Are you a working mom who is running late every morning, going insane trying to balance work and life and still not doing as good as your husband professionally?
Well if you think it's your children and their responsibilities keeping you away from your career goals, think again.
It’s not the little tykes, but their dads, who are dragging you down!
No we didn’t just make it up.
According to a recent study at Harvard Business School, high-achieving women are not meeting the career goals they set for themselves in their 20s – not because they’re “opting out” of the workforce when they have kids, but because they give priority to their husbands' careers.

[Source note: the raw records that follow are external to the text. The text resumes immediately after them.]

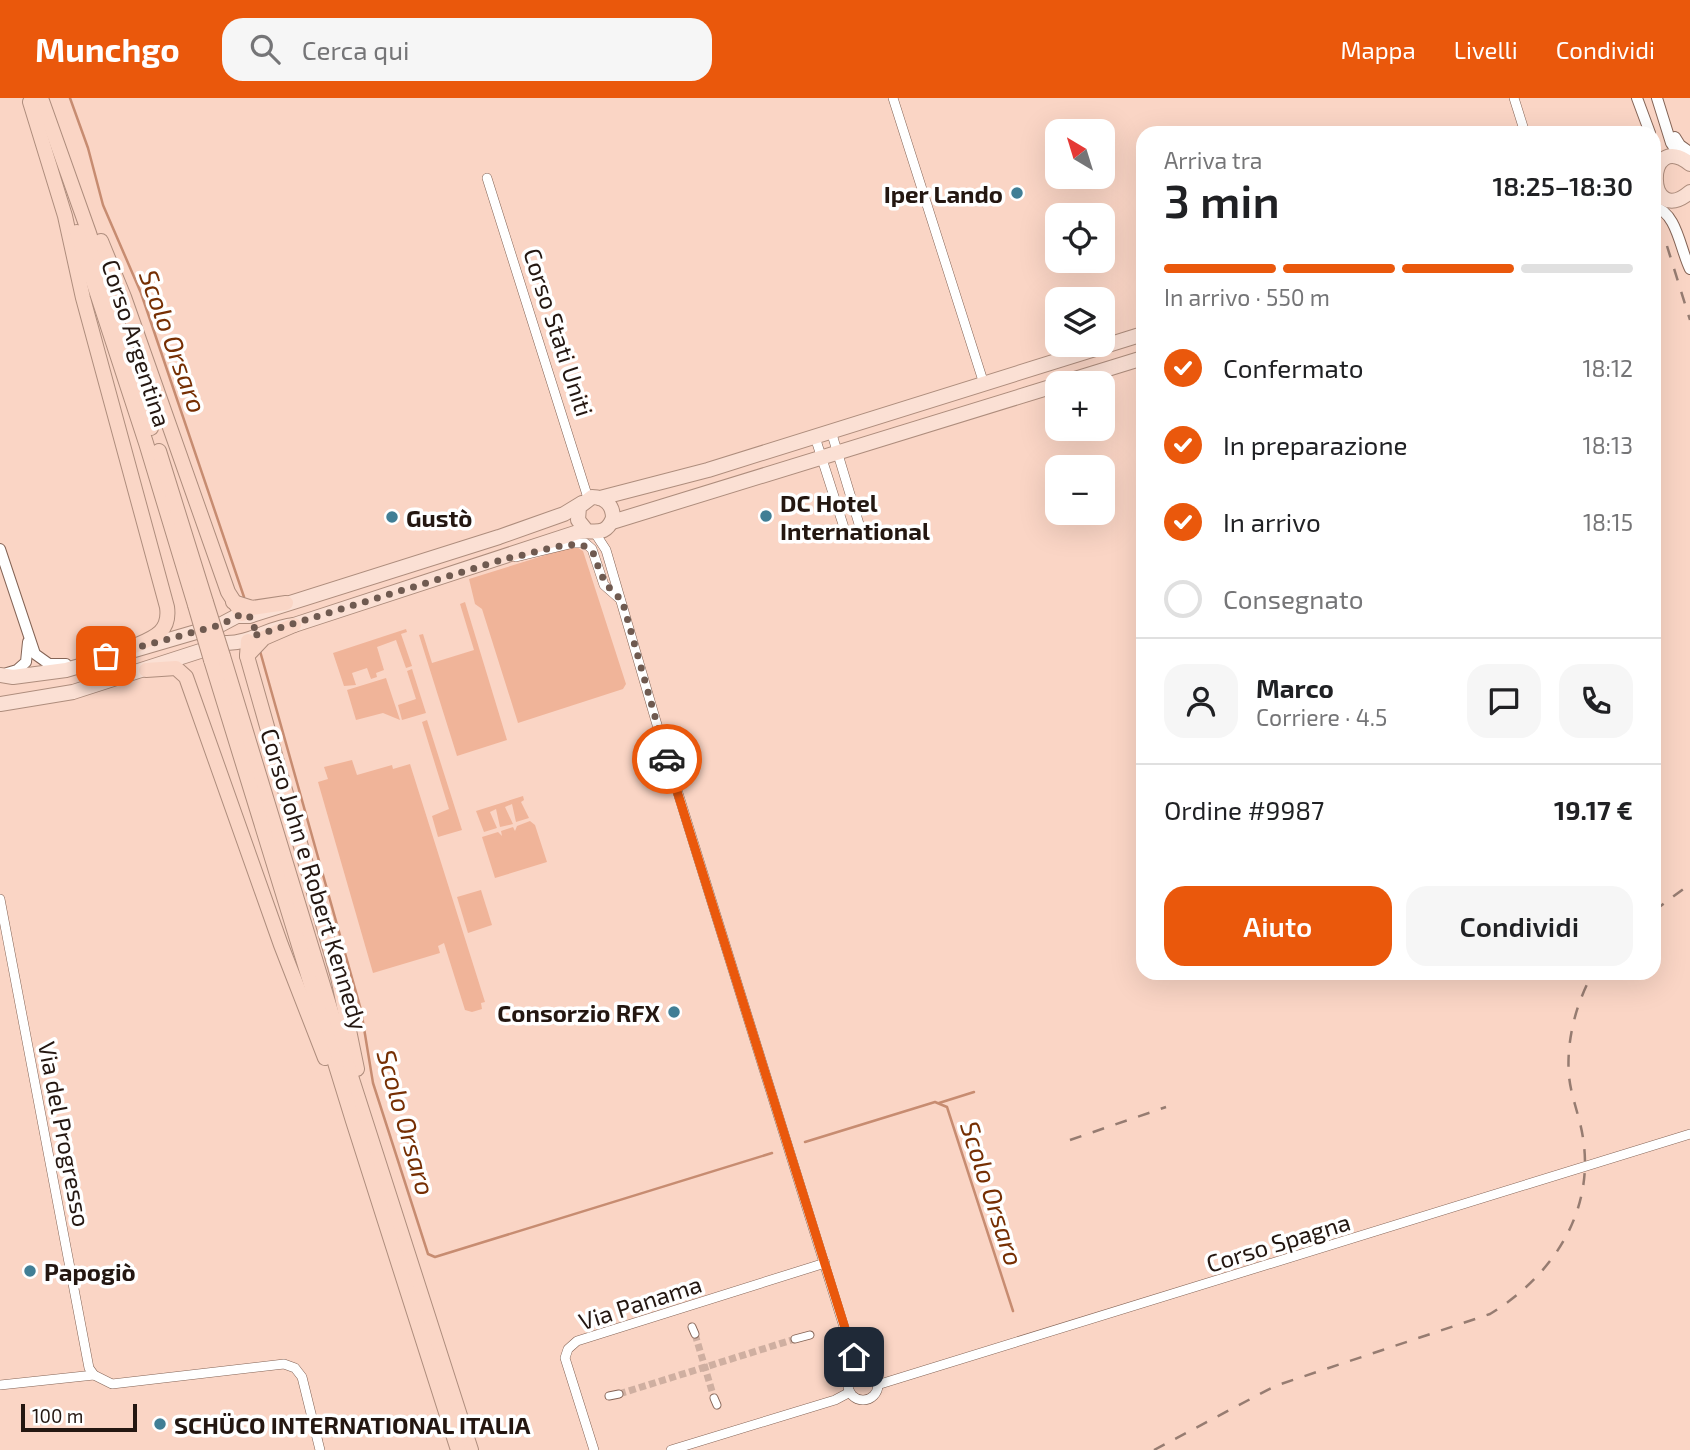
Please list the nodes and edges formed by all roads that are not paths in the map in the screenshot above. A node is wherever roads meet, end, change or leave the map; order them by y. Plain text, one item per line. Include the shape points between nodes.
1 (893, 98) edge
2 (1514, 98) edge
3 (1637, 98) edge
4 (1659, 98) edge
5 (33, 99) edge
6 (1523, 126) edge
7 (1646, 126) edge
8 (54, 130) junction
9 (1688, 160) edge
10 (1661, 165) edge
11 (487, 178) dead end
12 (1690, 192) edge
13 (1661, 200) edge
14 (1661, 200) edge
15 (1661, 202) edge
16 (1690, 266) edge
17 (1136, 336) edge
18 (1136, 360) edge
19 (1101, 371) edge
20 (984, 384) junction
21 (1045, 388) edge
22 (831, 432) junction
23 (815, 437) junction
24 (838, 454) junction
25 (822, 459) junction
26 (590, 500) junction
27 (600, 529) junction
28 (0, 550) edge
29 (508, 558) junction
30 (392, 570) junction
31 (400, 591) junction
32 (622, 600) junction
33 (231, 601) junction
34 (200, 603) junction
35 (286, 603) junction
36 (236, 618) junction
37 (294, 625) junction
38 (28, 639) junction
39 (249, 645) junction
40 (128, 649) junction
41 (220, 653) junction
42 (79, 664) junction
43 (146, 670) junction
44 (1, 675) edge
45 (0, 704) edge
46 (0, 899) edge
47 (352, 1121) junction
48 (1690, 1134) edge
49 (374, 1147) junction
50 (825, 1263) junction
51 (810, 1335) dead end
52 (795, 1339) tunnel mouth
53 (858, 1371) junction
54 (94, 1375) junction
55 (0, 1385) edge
56 (877, 1385) junction
57 (850, 1392) junction
58 (618, 1394) tunnel mouth
59 (609, 1396) dead end
60 (320, 1450) edge
61 (458, 1450) edge
62 (471, 1450) edge
63 (594, 1450) edge
64 (671, 1450) edge

1 - 20 street
2 - 6 street
3 - 7 street
4 - 9 street via 1671,143
5 - 8 highway, Corso Argentina
5 - 34 highway, Corso Argentina
5 - 40 highway via 167,607 168,621 162,632
8 - 33 highway via 78,177 124,296
8 - 34 highway, Corso Argentina
9 - 10 main road via 1667,159
11 - 26 street, Corso Stati Uniti
12 - 13 main road
14 - 16 street via 1673,205
15 - 16 street
17 - 20 main road
18 - 19 main road
20 - 22 main road
21 - 24 main road
22 - 23 main road
22 - 24 street
23 - 25 street
23 - 26 main road
24 - 25 main road
24 - 25 street via 862,534 847,537
25 - 27 main road
26 - 27 main road via 610,506
26 - 27 main road via 577,516
26 - 30 main road via 499,537
27 - 29 main road
27 - 32 street
28 - 38 street
29 - 31 main road
29 - 32 street via 585,543 592,549 604,585
30 - 31 street
30 - 35 main road
31 - 37 main road
32 - 50 street
33 - 35 highway via 252,608
33 - 36 highway
34 - 41 highway, Corso John e Robert Kennedy, bridge
35 - 36 main road
36 - 39 main road via 255,623
36 - 40 main road
37 - 39 main road
37 - 39 highway
38 - 42 street via 44,663
38 - 44 street via 23,667
39 - 41 main road
39 - 49 highway via 338,977
40 - 42 main road
41 - 43 main road
41 - 47 highway, Corso John e Robert Kennedy
41 - 49 highway, Corso John e Robert Kennedy
42 - 44 main road via 42,674
43 - 45 main road via 52,697
43 - 47 highway via 176,668 186,677 298,994
46 - 54 street, Via del Progresso via 89,1368
47 - 61 highway, Corso John e Robert Kennedy
48 - 56 street, Corso Spagna
49 - 62 highway, Corso John e Robert Kennedy
50 - 53 street
50 - 63 street, Via Panama via 577,1341 565,1358
51 - 52 street
53 - 56 street via 870,1373
53 - 57 street via 850,1378
54 - 55 street
54 - 60 street via 112,1384 284,1364 302,1377
56 - 57 street, Corso Spagna via 868,1399 855,1398
57 - 64 street, Corso Spagna
58 - 59 street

The study’s authors interviewed 25,000 men and women who graduated from Harvard Business School over the past several decades. The male graduates were much more likely to be in senior management positions than their female peers.
Amazingly it was not because women opted out of having careers. In fact, this is what they found:
- Among Gen X (currently 32-48 years of age) only 11 percent of women left the workforce to be full-time moms
- Only 7 percent of women of color stopped working
- 74 percent of Gen X women work full time, an average of 52 hours a week, during the prime of their child-rearing years.

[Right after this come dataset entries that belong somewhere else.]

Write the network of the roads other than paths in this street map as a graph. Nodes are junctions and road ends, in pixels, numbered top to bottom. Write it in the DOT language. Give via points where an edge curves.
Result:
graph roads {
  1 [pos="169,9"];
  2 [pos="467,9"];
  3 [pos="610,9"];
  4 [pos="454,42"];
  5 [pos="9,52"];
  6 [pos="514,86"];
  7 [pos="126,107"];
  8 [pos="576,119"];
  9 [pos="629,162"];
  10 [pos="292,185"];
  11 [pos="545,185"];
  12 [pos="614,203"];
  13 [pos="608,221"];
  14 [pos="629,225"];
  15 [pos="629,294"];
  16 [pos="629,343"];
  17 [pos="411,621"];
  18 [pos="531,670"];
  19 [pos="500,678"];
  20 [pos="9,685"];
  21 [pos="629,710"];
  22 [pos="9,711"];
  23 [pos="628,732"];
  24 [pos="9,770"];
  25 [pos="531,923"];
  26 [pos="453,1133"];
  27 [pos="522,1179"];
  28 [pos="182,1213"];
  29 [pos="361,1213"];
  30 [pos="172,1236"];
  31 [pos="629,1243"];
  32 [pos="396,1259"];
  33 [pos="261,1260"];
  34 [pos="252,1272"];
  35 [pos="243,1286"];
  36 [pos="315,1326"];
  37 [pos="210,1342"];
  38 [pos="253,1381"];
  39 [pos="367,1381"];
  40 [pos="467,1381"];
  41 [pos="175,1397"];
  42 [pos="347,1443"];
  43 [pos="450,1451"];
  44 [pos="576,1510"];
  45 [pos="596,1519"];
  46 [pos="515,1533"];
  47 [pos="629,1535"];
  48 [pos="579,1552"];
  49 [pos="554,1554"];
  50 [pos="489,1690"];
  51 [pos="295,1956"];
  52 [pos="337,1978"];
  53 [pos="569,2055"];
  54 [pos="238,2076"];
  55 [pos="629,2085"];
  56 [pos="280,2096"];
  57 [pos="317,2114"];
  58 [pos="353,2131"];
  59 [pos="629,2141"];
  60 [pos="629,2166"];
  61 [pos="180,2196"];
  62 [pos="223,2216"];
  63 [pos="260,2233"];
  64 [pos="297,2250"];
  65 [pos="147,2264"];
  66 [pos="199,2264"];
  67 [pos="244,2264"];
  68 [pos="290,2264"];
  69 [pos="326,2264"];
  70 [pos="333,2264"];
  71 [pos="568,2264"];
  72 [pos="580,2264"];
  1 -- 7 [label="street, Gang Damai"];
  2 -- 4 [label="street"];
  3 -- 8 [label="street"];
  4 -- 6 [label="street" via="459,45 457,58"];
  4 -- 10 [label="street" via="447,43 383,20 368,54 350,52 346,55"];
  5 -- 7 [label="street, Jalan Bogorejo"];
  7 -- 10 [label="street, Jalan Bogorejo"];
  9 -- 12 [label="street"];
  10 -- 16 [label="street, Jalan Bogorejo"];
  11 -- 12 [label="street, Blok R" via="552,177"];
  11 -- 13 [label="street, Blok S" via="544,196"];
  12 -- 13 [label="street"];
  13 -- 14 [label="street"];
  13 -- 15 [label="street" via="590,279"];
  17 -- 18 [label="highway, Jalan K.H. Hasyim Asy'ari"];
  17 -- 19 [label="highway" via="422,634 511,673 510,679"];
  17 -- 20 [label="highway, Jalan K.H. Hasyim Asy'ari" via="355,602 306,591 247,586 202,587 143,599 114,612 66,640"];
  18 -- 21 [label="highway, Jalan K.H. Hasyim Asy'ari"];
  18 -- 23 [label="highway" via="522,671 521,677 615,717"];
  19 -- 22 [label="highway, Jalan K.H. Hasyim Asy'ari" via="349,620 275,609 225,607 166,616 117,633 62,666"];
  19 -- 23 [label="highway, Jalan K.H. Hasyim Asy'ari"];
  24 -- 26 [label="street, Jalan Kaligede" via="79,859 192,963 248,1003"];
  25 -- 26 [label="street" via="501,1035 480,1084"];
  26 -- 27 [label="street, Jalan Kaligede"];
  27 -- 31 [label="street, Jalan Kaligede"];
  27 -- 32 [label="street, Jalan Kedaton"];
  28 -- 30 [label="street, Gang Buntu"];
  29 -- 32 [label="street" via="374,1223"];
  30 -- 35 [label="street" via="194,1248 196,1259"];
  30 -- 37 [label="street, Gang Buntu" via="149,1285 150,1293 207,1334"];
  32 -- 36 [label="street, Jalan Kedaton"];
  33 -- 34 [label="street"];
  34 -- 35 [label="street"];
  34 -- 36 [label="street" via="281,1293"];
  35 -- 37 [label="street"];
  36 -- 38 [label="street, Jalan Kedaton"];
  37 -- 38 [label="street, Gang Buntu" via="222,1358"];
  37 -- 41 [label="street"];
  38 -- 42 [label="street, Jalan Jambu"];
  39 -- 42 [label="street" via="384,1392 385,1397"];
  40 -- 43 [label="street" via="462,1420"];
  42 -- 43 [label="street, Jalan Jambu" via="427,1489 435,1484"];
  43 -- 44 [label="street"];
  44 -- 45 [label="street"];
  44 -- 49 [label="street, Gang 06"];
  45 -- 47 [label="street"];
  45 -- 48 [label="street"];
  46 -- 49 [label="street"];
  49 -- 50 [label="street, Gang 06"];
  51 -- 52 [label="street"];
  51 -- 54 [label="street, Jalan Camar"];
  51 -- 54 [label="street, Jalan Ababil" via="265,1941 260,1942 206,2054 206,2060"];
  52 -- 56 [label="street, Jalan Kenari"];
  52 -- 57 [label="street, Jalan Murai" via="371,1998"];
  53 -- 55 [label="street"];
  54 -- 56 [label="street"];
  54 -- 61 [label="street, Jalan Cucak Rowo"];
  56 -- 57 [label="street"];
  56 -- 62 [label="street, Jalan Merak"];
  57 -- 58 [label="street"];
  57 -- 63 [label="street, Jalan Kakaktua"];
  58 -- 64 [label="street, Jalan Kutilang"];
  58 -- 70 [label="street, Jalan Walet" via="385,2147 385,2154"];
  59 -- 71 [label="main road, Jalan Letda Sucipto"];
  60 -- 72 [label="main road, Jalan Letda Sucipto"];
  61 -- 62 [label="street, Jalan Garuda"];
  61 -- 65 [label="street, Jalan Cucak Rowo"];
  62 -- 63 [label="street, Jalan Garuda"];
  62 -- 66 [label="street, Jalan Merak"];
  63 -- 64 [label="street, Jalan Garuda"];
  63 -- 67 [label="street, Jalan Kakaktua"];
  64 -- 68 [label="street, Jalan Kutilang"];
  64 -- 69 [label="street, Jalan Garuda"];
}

So what seems to be the problem?
More women end up making career sacrifices in favor of their husbands than the other way around. Simply put, for men their careers take precedence over family responsibilities and careers of wives. Not so for the women.
Only about 20 percent of them had planned on their careers taking a back seat.
The majority of women said they assumed they would have egalitarian marriages in which both spouses’ careers were taken equally seriously. About 40 percent found that their spouses’ careers took priority over theirs.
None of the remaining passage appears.